ISTRIKU SERING MENANGIS
Bab 4
Ting ... tong .... Suara bel berbunyi, ada tamu datang, Mayang pun segera membukakan pintunya. Rupanya ibu mertuaku yang datang, mamanya Mayang.
"Assalamualaikum," ucapnya ketika sudah diperkenankan masuk.
"Waalaikumsalam," sahutku dan Mayang. Ratna Antika namanya, mamanya Mayang ini terbilang glamor penampilannya. Sering tetanggaku bilang bahwa Mayang dan mamanya seperti kakak dan adik. Wajah yang sangat glowing, penuh perawatan, pastinya akan membuatnya bertanya-tanya akan penampilan anaknya setelah melahirkan Arya.
"Cucuku di mana, Mayang?" tanya mama mertua.
"Ada di dalam, tadi kecapean nangis, sekarang mungkin tidur," jawabku. Mayang pasti tidak mengetahui bahwa anaknya tadi nangis.

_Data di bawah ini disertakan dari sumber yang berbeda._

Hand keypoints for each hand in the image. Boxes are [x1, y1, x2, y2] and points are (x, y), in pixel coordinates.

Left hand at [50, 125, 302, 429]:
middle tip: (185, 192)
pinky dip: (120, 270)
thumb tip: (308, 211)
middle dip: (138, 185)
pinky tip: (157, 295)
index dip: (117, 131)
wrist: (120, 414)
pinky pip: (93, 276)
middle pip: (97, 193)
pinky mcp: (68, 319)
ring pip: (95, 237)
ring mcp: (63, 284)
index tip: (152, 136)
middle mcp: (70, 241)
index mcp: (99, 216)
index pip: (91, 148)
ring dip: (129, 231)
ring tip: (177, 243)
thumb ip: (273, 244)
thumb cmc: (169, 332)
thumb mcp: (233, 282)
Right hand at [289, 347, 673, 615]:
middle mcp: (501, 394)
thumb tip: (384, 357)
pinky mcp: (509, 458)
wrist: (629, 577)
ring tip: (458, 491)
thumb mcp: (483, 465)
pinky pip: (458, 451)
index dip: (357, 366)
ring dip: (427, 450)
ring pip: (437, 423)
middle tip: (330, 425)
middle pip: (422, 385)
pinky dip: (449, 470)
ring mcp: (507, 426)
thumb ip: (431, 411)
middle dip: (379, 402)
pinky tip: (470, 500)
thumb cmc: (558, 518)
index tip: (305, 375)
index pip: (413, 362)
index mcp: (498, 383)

"Oh gitu, padahal mama kangen dengan Arya. Oh ya, Ardan, terima kasih uangnya sudah Mama terima, padahal Mama nggak berharap dikasih oleh kalian, yang penting kalian bahagia, Mama pun ikut bahagia," ungkapnya membuatku tercengang,
Aku mengernyitkan dahi, heran dengan ucapan mama mertua, ucapan terima kasih untuk apa? Aku tidak memberikannya apa pun! Tiba-tiba saja otakku berpikir, apa mungkin ini semua jawaban dari teka-teki ini?
"Emm, sama-sama, Mah," jawabku. Terlihat wajah Mayang keheranan mendengar jawabanku.
Aku coba untuk mengindahkan ucapannya, jangan sampai mama mertua curiga dengan masalah kami berdua ini. Nanti setelah ia pulang, barulah kutanyakan pada Mayang baik-baik.
"Ya sudah, Mama mau ke kamar cucu Mama dulu, setelah ini pulang, mau mampir ke salon," sahutnya.
"Aku antar ya, Mah," celetuk Mayang. Mereka ke kamar Arya berduaan, dan aku di sini masih merenung dengan ucapannya tadi.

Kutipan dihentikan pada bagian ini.